At 100, the Group of Seven shows off unexpected angles
Publication: The Globe and Mail
Published: February 2, 2020
Author: Kate Taylor
If you venture to the McMichael Canadian Art Collection in Kleinburg, Ont. this year, of course you’ll meet up with old friends. There, at the start of an exhibition timed to the centenary of the Group of Seven, is Lawren Harris’s majestic Mount Robson thrusting itself through the snowfields of the Rockies. A few rooms later, you’ll find A.Y. Jackson’s First Snow, Algoma perfectly capturing the softening effect of the flakes on the landscape.
But in ‘A Like Vision:’ The Group of Seven at 100, you’ll also encounter enough unfamiliar stuff to make you wonder if the exhibition shouldn’t be called An Unlike Vision. Perhaps Arthur Lismer’s little cartoons of artists on painting trips in the bush can be read as mere footnotes to the Group’s great landscape project. And yet, a work such as his still-life painted from his window in Montreal strikes an uncharacteristic note of Old World intimacy in which the influence of Post-Impressionism has been reduced to a postcard of Van Gogh’s Sunflowers propped up against the sill.
And F. H. Varley’s portraits of flappers are more intriguing than any of his landscapes while his Night Ferry, Vancouver of 1937, with its view of the city’s skyline and a Munch-like swirl to the water, could win a prize for the most unlikely painting in this show: wrong geography, too urban and too nakedly expressionistic to make it an easy fit within fond memories of the Group of Seven’s blasted pines or swelling mountains.
Edwin Holgate’s The Cellist is a Canadian classic to be sure, but also a sharp urban portrait and painted by a member who only joined in 1929. Meanwhile, who knew that Frank Johnston spent his later career painting light on snow and water with a Flemish-inflected naturalism utterly different from the Group’s expressive Post-Impressionism. But then, Johnston did quit the Group only four years after its founding, figuring he could make better money without the affiliation.
This show, curated by McMichael executive director Ian Dejardin, is filled with such tidbits as it carefully lays the groundwork not of the Group’s contemporary legacy but rather of its historic fact buried beneath sweeping impressions based only on the greatest hits. A room is devoted to each member with a representative selection from each career both inside and outside the Group.

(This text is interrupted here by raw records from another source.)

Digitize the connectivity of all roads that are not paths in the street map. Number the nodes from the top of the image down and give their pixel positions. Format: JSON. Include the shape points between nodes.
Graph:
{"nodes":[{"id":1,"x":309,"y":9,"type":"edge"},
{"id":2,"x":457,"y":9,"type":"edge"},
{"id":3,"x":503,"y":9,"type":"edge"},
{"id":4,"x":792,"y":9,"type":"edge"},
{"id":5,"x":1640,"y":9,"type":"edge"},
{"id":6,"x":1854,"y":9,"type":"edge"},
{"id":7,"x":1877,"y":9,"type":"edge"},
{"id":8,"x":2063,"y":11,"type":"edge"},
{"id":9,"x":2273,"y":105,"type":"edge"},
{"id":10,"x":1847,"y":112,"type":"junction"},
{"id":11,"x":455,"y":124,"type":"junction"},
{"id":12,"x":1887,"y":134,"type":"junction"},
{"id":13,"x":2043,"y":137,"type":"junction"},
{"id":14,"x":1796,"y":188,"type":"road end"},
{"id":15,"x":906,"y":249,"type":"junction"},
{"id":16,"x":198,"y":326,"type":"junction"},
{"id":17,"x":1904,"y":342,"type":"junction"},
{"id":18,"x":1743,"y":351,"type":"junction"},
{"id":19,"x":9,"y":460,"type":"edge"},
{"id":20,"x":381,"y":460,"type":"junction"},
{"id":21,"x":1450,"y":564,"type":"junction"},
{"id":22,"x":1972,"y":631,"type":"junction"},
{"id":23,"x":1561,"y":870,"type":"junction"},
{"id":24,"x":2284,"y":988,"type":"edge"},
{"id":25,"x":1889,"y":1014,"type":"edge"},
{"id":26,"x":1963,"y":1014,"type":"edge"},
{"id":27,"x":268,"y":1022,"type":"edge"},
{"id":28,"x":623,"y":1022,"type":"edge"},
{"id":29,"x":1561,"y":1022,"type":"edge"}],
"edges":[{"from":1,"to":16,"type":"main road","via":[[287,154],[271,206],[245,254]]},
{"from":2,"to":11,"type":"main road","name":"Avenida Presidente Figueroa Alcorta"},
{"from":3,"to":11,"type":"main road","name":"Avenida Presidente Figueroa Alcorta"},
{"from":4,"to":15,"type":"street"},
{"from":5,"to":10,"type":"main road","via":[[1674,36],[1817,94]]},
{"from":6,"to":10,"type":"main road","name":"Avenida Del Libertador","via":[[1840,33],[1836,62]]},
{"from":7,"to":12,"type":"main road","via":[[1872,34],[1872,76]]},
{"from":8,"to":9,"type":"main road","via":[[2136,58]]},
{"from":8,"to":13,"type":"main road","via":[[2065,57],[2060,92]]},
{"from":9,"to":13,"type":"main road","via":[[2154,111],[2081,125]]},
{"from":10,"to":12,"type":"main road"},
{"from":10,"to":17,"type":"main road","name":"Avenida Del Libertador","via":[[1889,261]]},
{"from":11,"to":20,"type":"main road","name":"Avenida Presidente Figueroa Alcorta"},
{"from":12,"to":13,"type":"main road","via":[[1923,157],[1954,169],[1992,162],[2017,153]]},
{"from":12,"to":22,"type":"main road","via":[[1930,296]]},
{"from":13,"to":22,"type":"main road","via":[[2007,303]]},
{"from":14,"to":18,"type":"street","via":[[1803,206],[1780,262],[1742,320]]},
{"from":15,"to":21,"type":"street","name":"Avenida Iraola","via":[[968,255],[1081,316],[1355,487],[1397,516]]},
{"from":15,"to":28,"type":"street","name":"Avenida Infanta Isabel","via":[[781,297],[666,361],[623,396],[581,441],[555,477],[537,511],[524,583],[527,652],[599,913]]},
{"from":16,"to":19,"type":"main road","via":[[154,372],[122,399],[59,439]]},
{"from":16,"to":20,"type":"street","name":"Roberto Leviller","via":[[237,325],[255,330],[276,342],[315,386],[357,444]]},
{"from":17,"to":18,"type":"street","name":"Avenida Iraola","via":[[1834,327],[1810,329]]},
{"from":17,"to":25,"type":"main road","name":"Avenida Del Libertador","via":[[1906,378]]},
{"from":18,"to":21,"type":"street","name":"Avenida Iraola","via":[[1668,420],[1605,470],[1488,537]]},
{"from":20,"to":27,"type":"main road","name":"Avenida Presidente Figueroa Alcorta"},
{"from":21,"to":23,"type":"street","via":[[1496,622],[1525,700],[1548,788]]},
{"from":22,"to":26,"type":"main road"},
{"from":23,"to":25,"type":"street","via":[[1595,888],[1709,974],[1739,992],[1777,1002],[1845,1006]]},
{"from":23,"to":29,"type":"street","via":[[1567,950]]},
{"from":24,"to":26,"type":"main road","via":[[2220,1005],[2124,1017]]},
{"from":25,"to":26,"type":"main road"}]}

There were seven of them originally, then only six when Johnston left in 1924. They were seven again when the long-lived A.J. Casson joined in 1926, and then eight with the addition of Holgate in 1929 and then, very briefly, nine with the addition of Lionel LeMoine Fitzgerald in 1932. He was a member for a mere eight months before the Group disbanded in 1933 after the death of J.E.H. MacDonald, at which point the artists wisely chose the name the Canadian Group of Painters and expanded their membership.
Harris, always the leader – perhaps because, as an heir to the Massey-Harris fortune he was independently wealthy – leads things off with a handful of his always delightful early Toronto streetscapes, the giant abstracted mountain forms from the height of his career, and only a pair of his fussy forays into pure abstraction later in life. From there, MacDonald and Jackson’s ever lively oil sketches from Algoma, Georgian Bay and the Rockies lead to Lismer and Casson’s landscapes, with significant detours for Varley and Holgate’s figures and portraits, Johnston’s more realist approach to nature and a mere handful of works by Fitzgerald.

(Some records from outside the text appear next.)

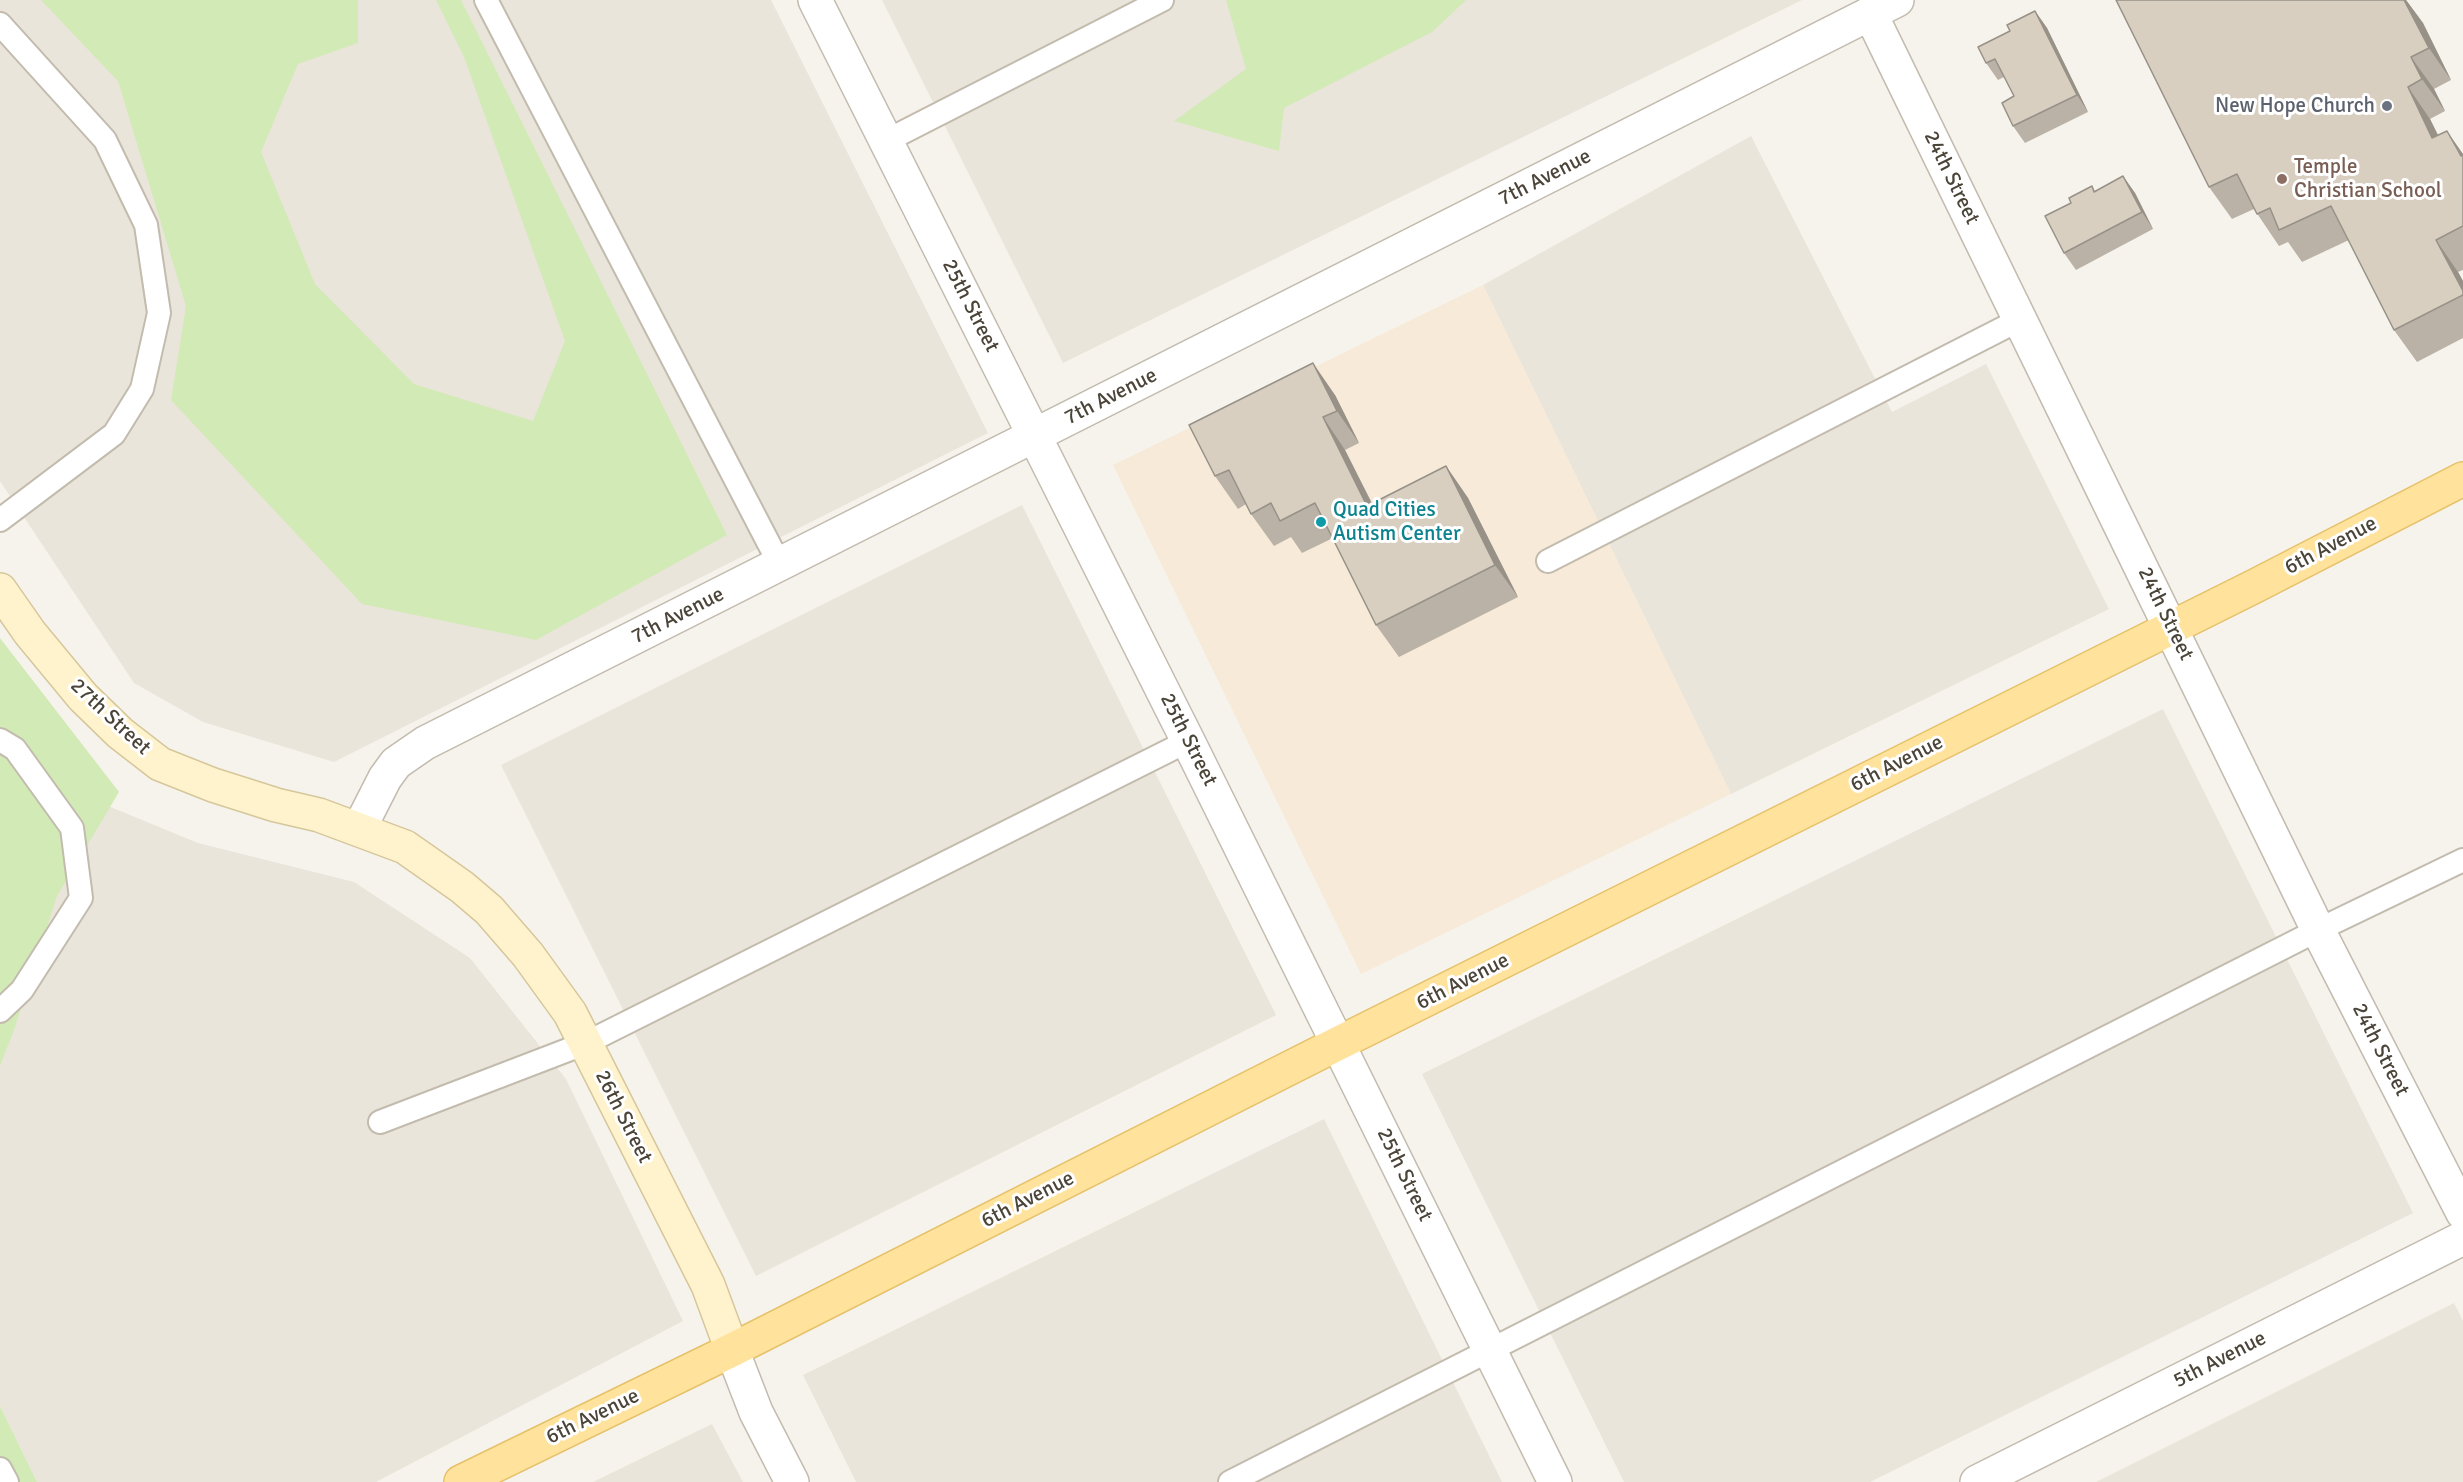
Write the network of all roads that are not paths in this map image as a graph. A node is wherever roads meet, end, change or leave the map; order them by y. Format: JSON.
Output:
{"nodes":[{"id":1,"x":486,"y":0,"type":"edge"},
{"id":2,"x":815,"y":0,"type":"edge"},
{"id":3,"x":1162,"y":0,"type":"edge"},
{"id":4,"x":1884,"y":6,"type":"edge"},
{"id":5,"x":0,"y":24,"type":"edge"},
{"id":6,"x":886,"y":141,"type":"junction"},
{"id":7,"x":2021,"y":319,"type":"junction"},
{"id":8,"x":1036,"y":435,"type":"junction"},
{"id":9,"x":2463,"y":465,"type":"edge"},
{"id":10,"x":2463,"y":479,"type":"edge"},
{"id":11,"x":0,"y":520,"type":"edge"},
{"id":12,"x":2380,"y":520,"type":"junction"},
{"id":13,"x":1548,"y":561,"type":"dead end"},
{"id":14,"x":780,"y":565,"type":"junction"},
{"id":15,"x":0,"y":590,"type":"edge"},
{"id":16,"x":2171,"y":627,"type":"junction"},
{"id":17,"x":0,"y":740,"type":"edge"},
{"id":18,"x":1188,"y":741,"type":"junction"},
{"id":19,"x":359,"y":829,"type":"junction"},
{"id":20,"x":2463,"y":860,"type":"edge"},
{"id":21,"x":2318,"y":930,"type":"junction"},
{"id":22,"x":0,"y":1011,"type":"edge"},
{"id":23,"x":586,"y":1043,"type":"junction"},
{"id":24,"x":1339,"y":1043,"type":"junction"},
{"id":25,"x":380,"y":1122,"type":"dead end"},
{"id":26,"x":2463,"y":1213,"type":"edge"},
{"id":27,"x":2463,"y":1238,"type":"edge"},
{"id":28,"x":732,"y":1350,"type":"junction"},
{"id":29,"x":1490,"y":1352,"type":"junction"},
{"id":30,"x":0,"y":1469,"type":"edge"},
{"id":31,"x":7,"y":1482,"type":"edge"},
{"id":32,"x":460,"y":1482,"type":"edge"},
{"id":33,"x":792,"y":1482,"type":"edge"},
{"id":34,"x":1230,"y":1482,"type":"edge"},
{"id":35,"x":1555,"y":1482,"type":"edge"},
{"id":36,"x":1977,"y":1482,"type":"edge"}],
"edges":[{"from":1,"to":14,"type":"lane"},
{"from":2,"to":6,"type":"street","name":"25th Street"},
{"from":3,"to":6,"type":"lane"},
{"from":4,"to":7,"type":"street","name":"24th Street"},
{"from":4,"to":8,"type":"street","name":"7th Avenue"},
{"from":5,"to":11,"type":"lane"},
{"from":6,"to":8,"type":"street","name":"25th Street"},
{"from":7,"to":13,"type":"lane"},
{"from":7,"to":16,"type":"street","name":"24th Street"},
{"from":8,"to":14,"type":"street","name":"7th Avenue"},
{"from":8,"to":18,"type":"street","name":"25th Street"},
{"from":9,"to":12,"type":"street"},
{"from":10,"to":12,"type":"main road","name":"6th Avenue"},
{"from":12,"to":16,"type":"main road","name":"6th Avenue"},
{"from":14,"to":19,"type":"street","name":"7th Avenue"},
{"from":15,"to":19,"type":"street","name":"27th Street"},
{"from":16,"to":21,"type":"street","name":"24th Street"},
{"from":16,"to":24,"type":"main road","name":"6th Avenue"},
{"from":17,"to":22,"type":"lane"},
{"from":18,"to":23,"type":"lane"},
{"from":18,"to":24,"type":"street","name":"25th Street"},
{"from":19,"to":23,"type":"street","name":"26th Street"},
{"from":20,"to":21,"type":"lane"},
{"from":21,"to":26,"type":"street","name":"24th Street"},
{"from":21,"to":29,"type":"lane"},
{"from":23,"to":25,"type":"lane"},
{"from":23,"to":28,"type":"street","name":"26th Street"},
{"from":24,"to":28,"type":"main road","name":"6th Avenue"},
{"from":24,"to":29,"type":"street","name":"25th Street"},
{"from":27,"to":36,"type":"street","name":"5th Avenue"},
{"from":28,"to":32,"type":"main road","name":"6th Avenue"},
{"from":28,"to":33,"type":"street","name":"26th Street"},
{"from":29,"to":34,"type":"lane"},
{"from":29,"to":35,"type":"street","name":"25th Street"},
{"from":30,"to":31,"type":"lane"}]}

The show finishes with Franklin Carmichael’s classic views of rocks and trees. They include his striking Northern Silver Mine from 1930, a tough-minded painting that takes a wide and high perspective over the pit, its sheds looming darkly, and the little town behind it. It acts as a rare acknowledgement that the landscapes the Group made famous were more complicated than either the artists or their viewers might want to believe.
“A Like Vision” – the line is from Harris’ introduction to the Group’s first exhibition in May, 1920 – is kicking off the centenary with what is, in effect, a comprehensive primer. It should expand our grade-school stereotypes of the painters’ work, but a consideration of whether, in 2020, we need to re-evaluate these Canadian heroes and their relationship to their nation will have to wait for the year ahead. The McMichael, for example, is mounting a show in June devoted to female contemporaries of the all-male Group: Its title is Uninvited.
“A Like Vision:” The Group of Seven at 100 continues at the McMichael Canadian Art Collection in Kleinburg, Ont. through spring 2021.